In 1996, AltaVista became the exclusive provider of search results for Yahoo.

In 1997, it launched Babel Fish, a web-based machine translation application that translated text or webpages.

In January 1998, Compaq acquired DEC for $9.6 billion, including $4.8 billion in cash and the remainder in stock, to acquire its server technology. As part of the transaction, Compaq acquired AltaVista.

In February 1998, AltaVista added free webmail.

In May 1998, it ended its deal with Yahoo to provide search results.

In August 1998, Compaq acquired the altavista.com domain name for $3.3 million and redirected the site; it had previously used altavista.digital.com.

Until January 1999, AltaVista featured only a search engine on a "utilitarian" web page with simple yellow and orange graphics.
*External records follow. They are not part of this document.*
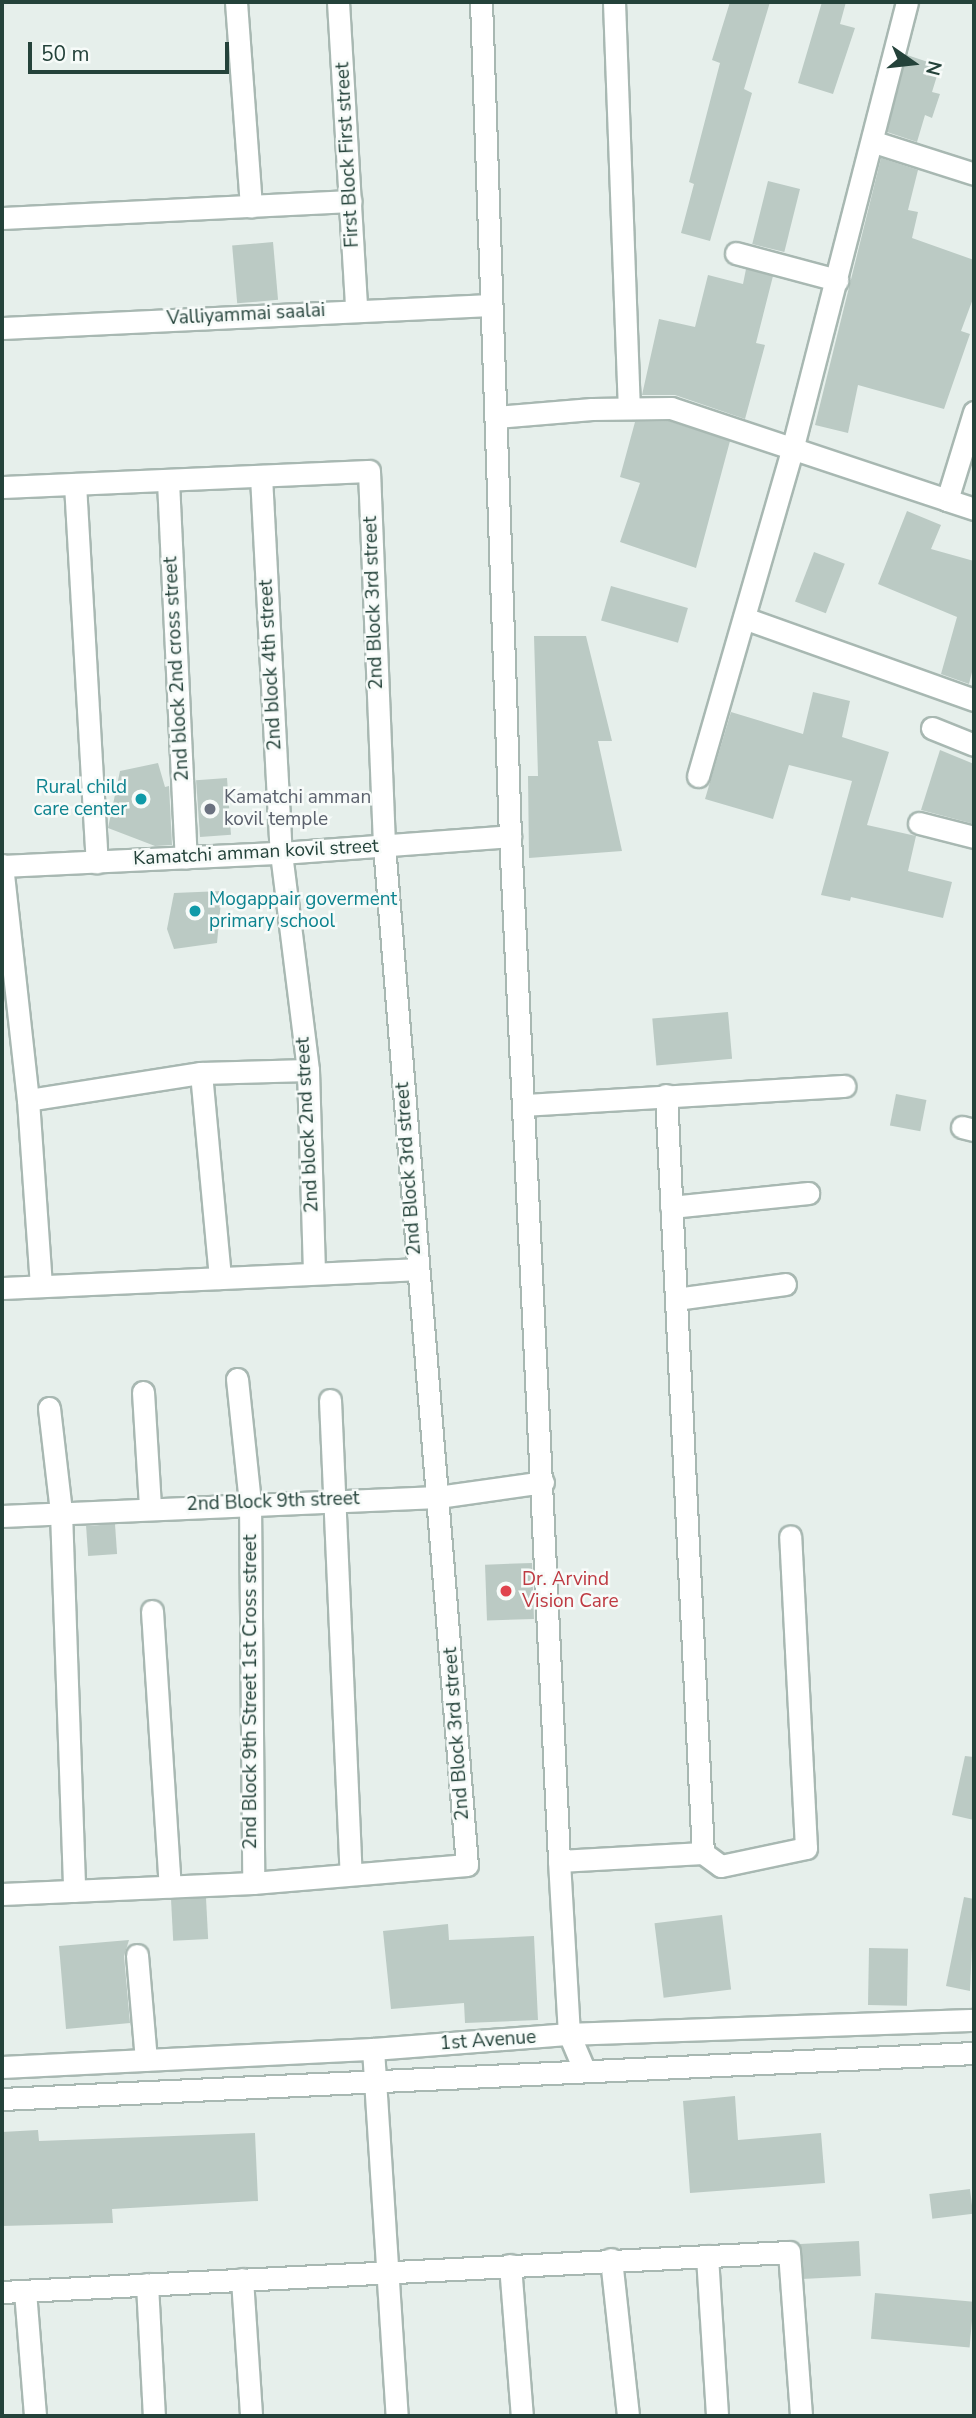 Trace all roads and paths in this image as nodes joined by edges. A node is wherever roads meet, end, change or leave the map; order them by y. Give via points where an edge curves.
1 (236, 2) edge
2 (338, 2) edge
3 (481, 2) edge
4 (614, 2) edge
5 (907, 2) edge
6 (874, 142) junction
7 (974, 174) edge
8 (351, 201) junction
9 (251, 206) junction
10 (2, 218) edge
11 (736, 253) dead end
12 (837, 280) junction
13 (490, 305) junction
14 (356, 309) junction
15 (2, 328) edge
16 (629, 408) junction
17 (974, 412) edge
18 (496, 417) junction
19 (793, 446) junction
20 (261, 476) junction
21 (167, 481) junction
22 (75, 484) junction
23 (2, 487) edge
24 (947, 500) junction
25 (974, 509) edge
26 (744, 618) junction
27 (974, 701) edge
28 (932, 728) dead end
29 (974, 745) edge
30 (698, 776) dead end
31 (919, 823) dead end
32 (510, 836) junction
33 (974, 837) edge
34 (384, 845) junction
35 (281, 853) junction
36 (186, 858) junction
37 (97, 862) junction
38 (2, 866) edge
39 (308, 1070) junction
40 (201, 1073) junction
41 (844, 1086) dead end
42 (666, 1095) junction
43 (28, 1100) junction
44 (524, 1105) junction
45 (808, 1193) dead end
46 (671, 1207) junction
47 (416, 1269) junction
48 (314, 1273) junction
49 (220, 1278) junction
50 (41, 1284) junction
51 (785, 1284) dead end
52 (2, 1288) edge
53 (676, 1299) junction
54 (237, 1379) dead end
55 (144, 1392) dead end
56 (330, 1401) dead end
57 (49, 1408) dead end
58 (543, 1482) junction
59 (438, 1497) junction
60 (335, 1499) junction
61 (250, 1502) junction
62 (150, 1508) junction
63 (61, 1512) junction
64 (2, 1516) edge
65 (790, 1536) dead end
66 (152, 1611) dead end
67 (704, 1853) junction
68 (559, 1861) junction
69 (351, 1874) junction
70 (253, 1882) junction
71 (170, 1886) junction
72 (74, 1891) junction
73 (2, 1894) edge
74 (137, 1955) dead end
75 (974, 2020) edge
76 (569, 2034) junction
77 (373, 2049) junction
78 (974, 2053) edge
79 (146, 2060) junction
80 (2, 2067) edge
81 (584, 2070) junction
82 (374, 2080) junction
83 (2, 2099) edge
84 (707, 2256) junction
85 (612, 2259) junction
86 (510, 2265) junction
87 (387, 2271) junction
88 (242, 2279) junction
89 (147, 2284) junction
90 (25, 2291) junction
91 (2, 2292) edge
92 (35, 2416) edge
93 (154, 2416) edge
94 (251, 2416) edge
95 (397, 2416) edge
96 (523, 2416) edge
97 (628, 2416) edge
98 (717, 2416) edge
99 (801, 2416) edge

1 - 9 street
2 - 8 street, First Block First street
3 - 13 street
4 - 16 street
5 - 6 street
6 - 7 street
6 - 12 street
8 - 9 street
8 - 14 street, First Block First street
9 - 10 street
11 - 12 street
12 - 19 street
13 - 14 street, Valliyammai saalai
13 - 18 street
14 - 15 street, Valliyammai saalai
16 - 18 street
16 - 19 street via 671,408
17 - 24 street
18 - 32 street
19 - 24 street
19 - 26 street
20 - 21 street
20 - 34 street, 2nd Block 3rd street via 369,471
20 - 35 street, 2nd block 4th street
21 - 22 street
21 - 36 street, 2nd block 2nd cross street
22 - 23 street
22 - 37 street
24 - 25 street
26 - 27 street
26 - 30 street
28 - 29 street
31 - 33 street
32 - 34 street, Kamatchi amman kovil street
32 - 44 street
34 - 35 street, Kamatchi amman kovil street
34 - 47 street, 2nd Block 3rd street
35 - 36 street, Kamatchi amman kovil street
35 - 39 street, 2nd block 2nd street
36 - 37 street, Kamatchi amman kovil street
37 - 38 street, Kamatchi amman kovil street
38 - 43 street
39 - 40 street
39 - 48 street, 2nd block 2nd street
40 - 43 street
40 - 49 street
41 - 42 street
42 - 44 street
42 - 46 street
43 - 50 street
44 - 58 street
45 - 46 street
46 - 53 street
47 - 48 street
47 - 59 street, 2nd Block 3rd street
48 - 49 street
49 - 50 street
50 - 52 street
51 - 53 street
53 - 67 street
54 - 61 street, 2nd Block 9th Street 1st Cross street
55 - 62 street
56 - 60 street
57 - 63 street
58 - 59 street, 2nd Block 9th street
58 - 68 street
59 - 60 street, 2nd Block 9th street
59 - 69 street, 2nd Block 3rd street via 467,1865
60 - 61 street, 2nd Block 9th street
60 - 69 street
61 - 62 street, 2nd Block 9th street
61 - 70 street, 2nd Block 9th Street 1st Cross street
62 - 63 street, 2nd Block 9th street
63 - 64 street, 2nd Block 9th street
63 - 72 street
65 - 67 street via 806,1848 721,1866
66 - 71 street
67 - 68 street
68 - 76 street
69 - 70 street
70 - 71 street
71 - 72 street
72 - 73 street
74 - 79 street
75 - 76 street, 1st Avenue
76 - 77 street, 1st Avenue
76 - 81 street
77 - 79 street, 1st Avenue
77 - 82 street
78 - 81 street, 1st Avenue
79 - 80 street, 1st Avenue
81 - 82 street, 1st Avenue
82 - 83 street, 1st Avenue
82 - 87 street
84 - 85 street
84 - 98 street
84 - 99 street via 789,2252
85 - 86 street
85 - 97 street
86 - 87 street
86 - 96 street
87 - 88 street
87 - 95 street
88 - 89 street
88 - 94 street
89 - 90 street
89 - 93 street
90 - 91 street
90 - 92 street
In January 1999, Compaq spun-off AltaVista and began a redesign of the site as a web portal to compete with Yahoo. Rod Schrock was named CEO.
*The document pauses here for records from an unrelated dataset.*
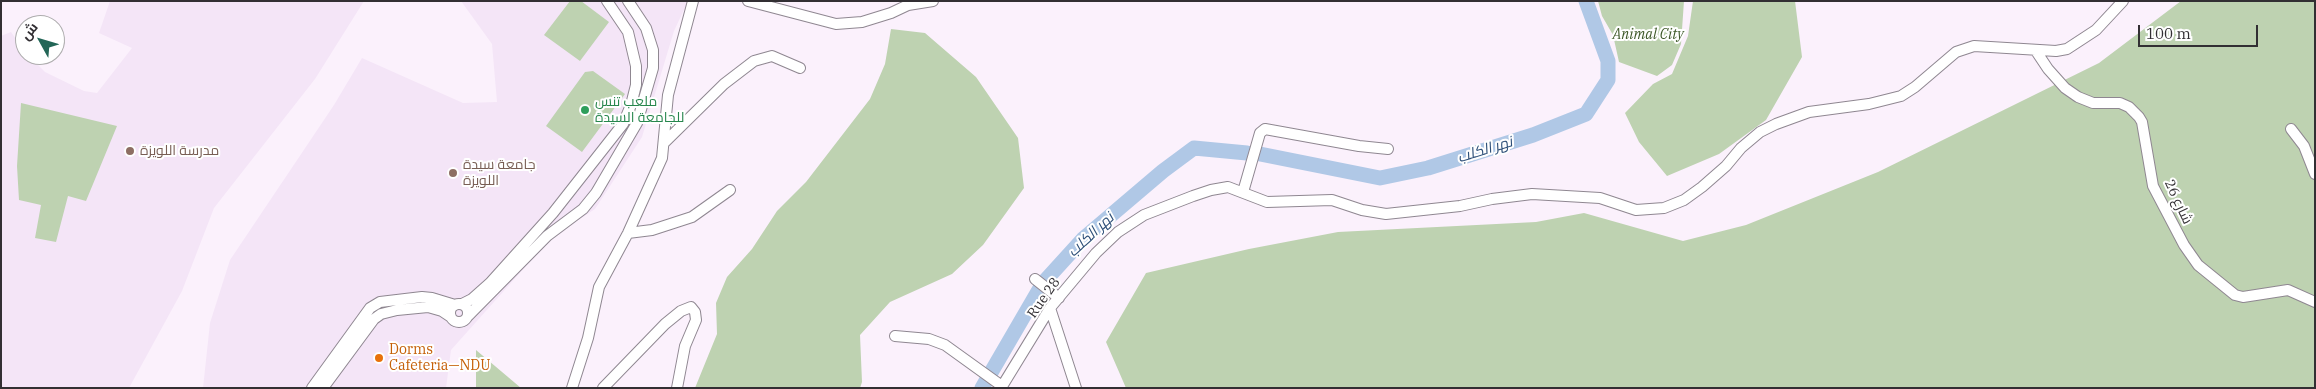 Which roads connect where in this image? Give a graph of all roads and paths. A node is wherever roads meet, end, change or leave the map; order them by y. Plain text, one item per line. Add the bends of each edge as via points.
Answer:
1 (607, 1) edge
2 (628, 1) edge
3 (693, 1) edge
4 (748, 1) edge
5 (933, 1) edge
6 (2123, 1) edge
7 (648, 35) junction
8 (629, 36) junction
9 (2036, 50) junction
10 (800, 68) dead end
11 (2290, 129) dead end
12 (664, 143) junction
13 (1388, 149) dead end
14 (2315, 174) edge
15 (730, 190) dead end
16 (1243, 192) junction
17 (628, 233) junction
18 (1035, 279) dead end
19 (1058, 297) junction
20 (2315, 302) edge
21 (459, 305) junction
22 (1050, 308) junction
23 (468, 316) junction
24 (451, 317) junction
25 (895, 336) dead end
26 (1002, 387) edge
27 (312, 388) edge
28 (324, 388) edge
29 (572, 388) edge
30 (603, 388) edge
31 (677, 388) edge
32 (1076, 388) edge

1 - 8 street
2 - 7 street
3 - 12 street via 668,95
4 - 5 street via 836,24 862,22 908,5
6 - 9 street, Rue 28 via 2096,30 2076,44 2056,51
7 - 8 street via 637,41
7 - 23 street via 653,50 653,68 646,97 637,123 596,193 583,209 547,236
8 - 21 street via 636,66 636,85 623,124 553,214 490,283 472,299
9 - 16 street, Rue 28 via 1974,46 1956,52 1901,96 1793,117 1760,132 1702,187 1684,200 1664,208 1636,210 1600,198 1532,194 1386,214 1332,200 1267,202
9 - 20 street, شارع 26 via 2054,76 2078,97 2093,103 2120,103 2139,117 2153,186 2198,265 2235,295 2243,297 2288,290
10 - 12 street via 772,56 754,61 724,84
11 - 14 street via 2304,146
12 - 17 street via 652,184
13 - 16 street via 1265,129 1260,133
15 - 17 street via 692,217 652,230
16 - 19 street, Rue 28 via 1228,187 1212,190 1144,215 1118,232
17 - 29 street via 599,287 588,338
18 - 19 street
19 - 22 street, Rue 28
21 - 23 street via 468,309
21 - 24 street via 451,310
21 - 27 street via 422,297 380,302 370,308
22 - 26 street, Rue 28
22 - 32 street
23 - 24 street via 460,322
24 - 28 street via 428,307 381,314
25 - 26 street via 930,339 946,345
30 - 31 street via 665,324 691,307 696,312 696,320 685,346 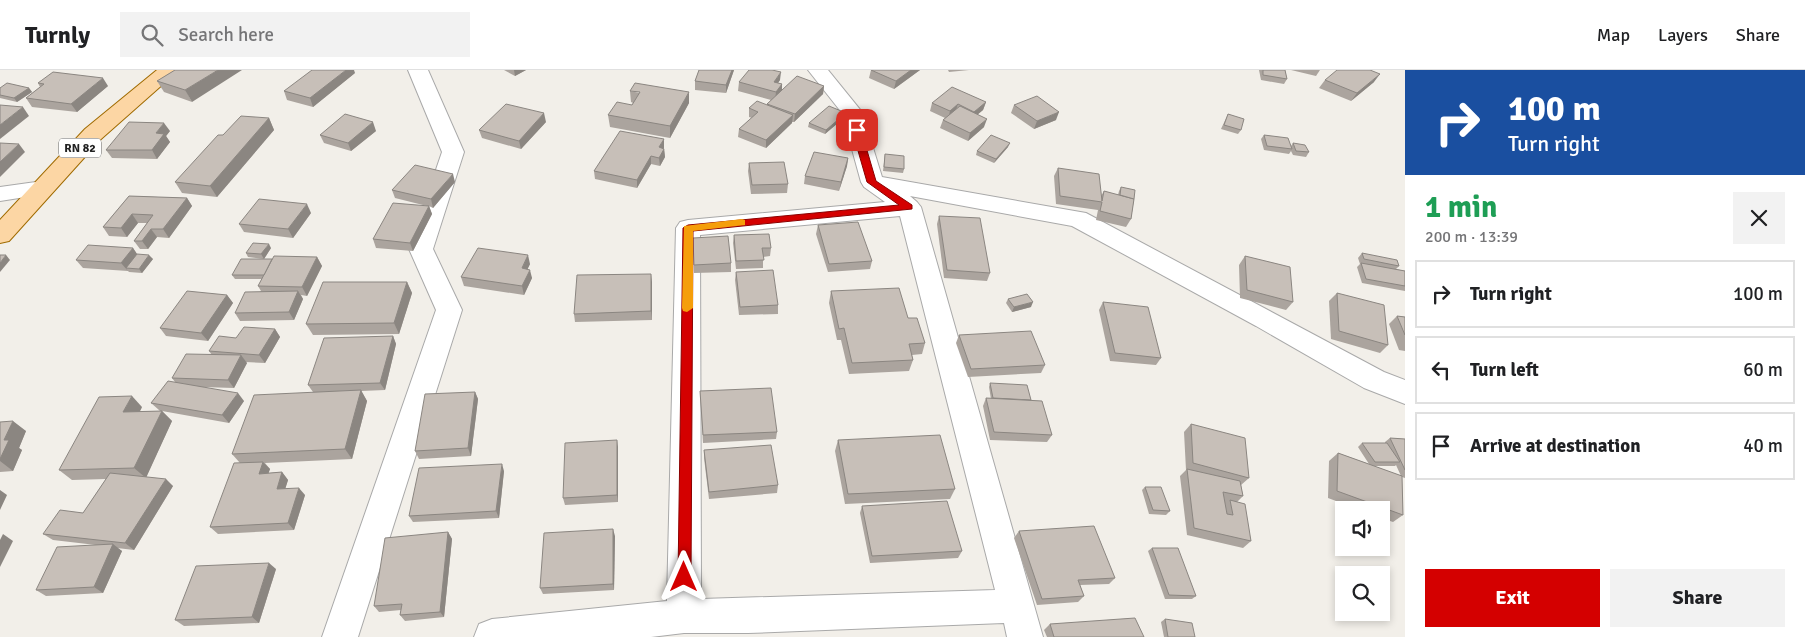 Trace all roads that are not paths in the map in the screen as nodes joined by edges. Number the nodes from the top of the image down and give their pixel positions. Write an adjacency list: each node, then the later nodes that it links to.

In February 1999, Compaq acquired Zip2 to enhance AltaVista.

In June 1999, Compaq sold 83% of AltaVista to CMGI for $2.1 billion in stock and $220 million in cash.

In July 1999, AltaVista began offering financial content.

In August 1999, AltaVista began offering free dial-up Internet access. It ended the offering in December 2000.

In October 1999, the site, as well as its price comparison site Shopping.com, was relaunched. It then offered real-time traffic pictures, news, financial information, and entertainment. It also increased staff from 80 to over 600 and launched a new tagline: "AltaVista: smart is beautiful". It aired television advertisements, including one with Pamela Anderson, as part of a $120 million marketing campaign.

In November 1999, AltaVista acquired RagingBull.com.

In December 1999, AltaVista filed for a $300 million initial public offering; it was cancelled due to the end of the dot-com bubble.

In 2000, according to Media Metrix, AltaVista was used by 17.7% of Internet users while Google Search was used by only 7% of Internet users.

In October 2000, Rod Schrock resigned as CEO.

In February 2002, AltaVista shut its webmail service; at the time, it had 200,000 users. The accounts were transferred to Mail.com.

In November 2002, the website was redesigned again to include a pared-down front page and more frequent updates of indexed links.

In February 2003, Overture Services acquired AltaVista for $140 million.

In July 2003, Yahoo acquired Overture for $1.63 billion.

In June 2013, the domain name was redirected to Yahoo Search.